→ DESCRIPTION OF THE TASK: Search the entries below for the word "Jefferson", then copy each line in which it is found.

→ DATA FOR THIS EXERCISE:
+-------+

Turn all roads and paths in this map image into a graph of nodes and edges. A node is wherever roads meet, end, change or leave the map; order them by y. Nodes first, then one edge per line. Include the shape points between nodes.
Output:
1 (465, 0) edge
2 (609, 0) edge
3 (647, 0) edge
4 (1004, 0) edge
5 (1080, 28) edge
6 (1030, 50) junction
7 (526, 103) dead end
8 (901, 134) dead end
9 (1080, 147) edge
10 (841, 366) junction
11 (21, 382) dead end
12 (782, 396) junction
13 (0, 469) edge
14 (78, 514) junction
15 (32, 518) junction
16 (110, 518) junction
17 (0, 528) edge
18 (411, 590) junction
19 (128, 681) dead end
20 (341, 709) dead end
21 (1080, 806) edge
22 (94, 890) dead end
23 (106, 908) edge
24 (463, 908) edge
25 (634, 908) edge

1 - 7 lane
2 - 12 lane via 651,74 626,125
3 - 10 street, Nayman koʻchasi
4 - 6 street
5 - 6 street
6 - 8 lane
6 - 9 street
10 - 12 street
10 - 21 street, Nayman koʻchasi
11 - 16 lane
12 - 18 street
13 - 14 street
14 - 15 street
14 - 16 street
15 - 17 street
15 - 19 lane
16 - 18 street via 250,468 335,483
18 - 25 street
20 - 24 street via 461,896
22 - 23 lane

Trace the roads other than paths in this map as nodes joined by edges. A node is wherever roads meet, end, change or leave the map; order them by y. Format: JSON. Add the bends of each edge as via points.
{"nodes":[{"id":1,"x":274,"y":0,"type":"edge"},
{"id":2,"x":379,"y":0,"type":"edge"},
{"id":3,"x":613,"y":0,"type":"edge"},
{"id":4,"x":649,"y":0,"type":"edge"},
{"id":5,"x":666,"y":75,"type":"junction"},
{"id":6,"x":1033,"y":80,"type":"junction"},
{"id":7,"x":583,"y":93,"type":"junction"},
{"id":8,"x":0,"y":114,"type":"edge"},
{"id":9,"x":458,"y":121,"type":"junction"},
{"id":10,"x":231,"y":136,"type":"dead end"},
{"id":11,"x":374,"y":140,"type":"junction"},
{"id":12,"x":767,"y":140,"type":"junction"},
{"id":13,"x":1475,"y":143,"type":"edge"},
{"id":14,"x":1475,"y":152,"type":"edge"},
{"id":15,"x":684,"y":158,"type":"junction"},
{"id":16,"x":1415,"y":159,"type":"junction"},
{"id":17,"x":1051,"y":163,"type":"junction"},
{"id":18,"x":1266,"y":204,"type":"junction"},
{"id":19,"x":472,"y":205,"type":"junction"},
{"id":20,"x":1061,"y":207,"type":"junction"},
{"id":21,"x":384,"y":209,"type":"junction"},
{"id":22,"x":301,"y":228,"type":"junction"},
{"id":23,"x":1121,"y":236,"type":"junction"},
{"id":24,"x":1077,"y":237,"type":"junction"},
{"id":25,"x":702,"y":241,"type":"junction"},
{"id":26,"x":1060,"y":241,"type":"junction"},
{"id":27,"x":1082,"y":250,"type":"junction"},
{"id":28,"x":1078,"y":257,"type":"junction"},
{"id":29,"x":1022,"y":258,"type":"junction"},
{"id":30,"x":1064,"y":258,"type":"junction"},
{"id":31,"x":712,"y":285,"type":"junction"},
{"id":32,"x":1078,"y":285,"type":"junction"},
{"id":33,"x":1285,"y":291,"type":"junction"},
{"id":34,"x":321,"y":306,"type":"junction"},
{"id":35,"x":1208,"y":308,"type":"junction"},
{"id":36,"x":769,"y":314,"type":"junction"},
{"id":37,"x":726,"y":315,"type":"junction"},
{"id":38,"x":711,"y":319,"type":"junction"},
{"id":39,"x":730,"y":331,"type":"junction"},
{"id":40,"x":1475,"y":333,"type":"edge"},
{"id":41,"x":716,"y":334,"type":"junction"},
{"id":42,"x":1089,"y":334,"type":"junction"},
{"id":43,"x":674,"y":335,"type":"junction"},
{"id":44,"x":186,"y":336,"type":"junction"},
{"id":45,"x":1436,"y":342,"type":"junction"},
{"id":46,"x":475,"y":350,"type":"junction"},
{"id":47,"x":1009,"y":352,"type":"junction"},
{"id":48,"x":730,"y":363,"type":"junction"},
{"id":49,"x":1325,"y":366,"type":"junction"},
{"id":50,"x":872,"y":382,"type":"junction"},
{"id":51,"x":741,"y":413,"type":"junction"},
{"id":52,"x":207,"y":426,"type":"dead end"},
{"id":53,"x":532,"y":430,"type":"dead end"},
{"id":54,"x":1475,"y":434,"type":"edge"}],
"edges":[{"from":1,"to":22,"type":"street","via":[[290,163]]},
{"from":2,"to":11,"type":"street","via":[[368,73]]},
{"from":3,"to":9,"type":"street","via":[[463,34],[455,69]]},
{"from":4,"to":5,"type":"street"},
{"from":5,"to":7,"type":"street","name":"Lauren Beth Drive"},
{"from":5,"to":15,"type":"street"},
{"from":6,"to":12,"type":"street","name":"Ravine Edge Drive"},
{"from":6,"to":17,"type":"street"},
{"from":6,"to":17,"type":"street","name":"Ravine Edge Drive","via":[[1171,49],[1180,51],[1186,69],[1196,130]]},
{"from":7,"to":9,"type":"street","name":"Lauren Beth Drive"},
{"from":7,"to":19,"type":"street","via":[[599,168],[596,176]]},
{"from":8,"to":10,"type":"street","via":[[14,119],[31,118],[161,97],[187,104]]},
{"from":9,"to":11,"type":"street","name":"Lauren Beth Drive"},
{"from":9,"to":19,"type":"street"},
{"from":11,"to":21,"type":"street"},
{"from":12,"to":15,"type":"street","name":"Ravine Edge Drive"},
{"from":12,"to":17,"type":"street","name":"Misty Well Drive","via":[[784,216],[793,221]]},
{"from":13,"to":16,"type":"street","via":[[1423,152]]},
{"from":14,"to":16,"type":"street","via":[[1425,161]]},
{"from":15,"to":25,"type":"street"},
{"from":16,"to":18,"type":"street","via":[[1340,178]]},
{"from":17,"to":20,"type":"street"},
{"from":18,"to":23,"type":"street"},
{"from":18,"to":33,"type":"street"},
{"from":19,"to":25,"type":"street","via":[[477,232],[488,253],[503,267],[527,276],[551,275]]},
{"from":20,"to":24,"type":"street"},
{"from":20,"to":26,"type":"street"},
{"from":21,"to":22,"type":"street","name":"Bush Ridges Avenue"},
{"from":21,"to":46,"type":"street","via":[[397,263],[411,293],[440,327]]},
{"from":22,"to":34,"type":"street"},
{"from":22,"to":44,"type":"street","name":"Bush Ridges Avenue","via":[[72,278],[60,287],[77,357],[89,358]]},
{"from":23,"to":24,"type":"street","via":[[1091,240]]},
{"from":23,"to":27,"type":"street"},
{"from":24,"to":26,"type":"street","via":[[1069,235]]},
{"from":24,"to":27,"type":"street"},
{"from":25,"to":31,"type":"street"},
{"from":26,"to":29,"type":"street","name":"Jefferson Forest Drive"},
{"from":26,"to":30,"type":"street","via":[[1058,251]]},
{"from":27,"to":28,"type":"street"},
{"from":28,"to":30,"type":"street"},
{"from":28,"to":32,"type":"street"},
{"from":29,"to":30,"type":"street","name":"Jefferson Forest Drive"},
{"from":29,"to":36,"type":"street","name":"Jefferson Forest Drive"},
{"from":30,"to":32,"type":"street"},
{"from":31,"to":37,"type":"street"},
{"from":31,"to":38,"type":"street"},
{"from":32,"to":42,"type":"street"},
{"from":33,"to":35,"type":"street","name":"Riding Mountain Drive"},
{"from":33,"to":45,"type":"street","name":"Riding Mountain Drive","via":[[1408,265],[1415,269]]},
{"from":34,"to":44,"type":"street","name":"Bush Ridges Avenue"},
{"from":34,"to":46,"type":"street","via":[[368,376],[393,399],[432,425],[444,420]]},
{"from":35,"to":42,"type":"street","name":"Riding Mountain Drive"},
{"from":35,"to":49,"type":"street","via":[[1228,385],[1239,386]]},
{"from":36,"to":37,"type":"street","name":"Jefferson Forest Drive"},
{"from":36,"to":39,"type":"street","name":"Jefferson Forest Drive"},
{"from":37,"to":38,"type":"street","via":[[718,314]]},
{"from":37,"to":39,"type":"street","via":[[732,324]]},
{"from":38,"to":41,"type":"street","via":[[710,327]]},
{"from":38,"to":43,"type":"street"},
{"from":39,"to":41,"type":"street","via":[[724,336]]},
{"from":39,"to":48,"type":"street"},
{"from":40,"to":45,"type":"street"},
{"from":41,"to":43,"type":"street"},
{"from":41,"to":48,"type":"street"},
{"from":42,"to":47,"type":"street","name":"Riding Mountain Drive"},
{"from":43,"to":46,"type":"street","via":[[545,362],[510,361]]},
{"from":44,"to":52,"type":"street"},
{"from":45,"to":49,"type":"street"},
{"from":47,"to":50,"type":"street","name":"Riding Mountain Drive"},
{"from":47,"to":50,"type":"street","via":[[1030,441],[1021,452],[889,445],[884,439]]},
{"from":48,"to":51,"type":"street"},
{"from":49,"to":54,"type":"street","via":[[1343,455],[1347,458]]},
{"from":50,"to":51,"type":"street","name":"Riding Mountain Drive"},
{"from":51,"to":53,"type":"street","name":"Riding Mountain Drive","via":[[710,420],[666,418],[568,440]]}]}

+-------+

→ TASK RESPONSE:
{"from":26,"to":29,"type":"street","name":"Jefferson Forest Drive"},
{"from":29,"to":30,"type":"street","name":"Jefferson Forest Drive"},
{"from":29,"to":36,"type":"street","name":"Jefferson Forest Drive"},
{"from":36,"to":37,"type":"street","name":"Jefferson Forest Drive"},
{"from":36,"to":39,"type":"street","name":"Jefferson Forest Drive"},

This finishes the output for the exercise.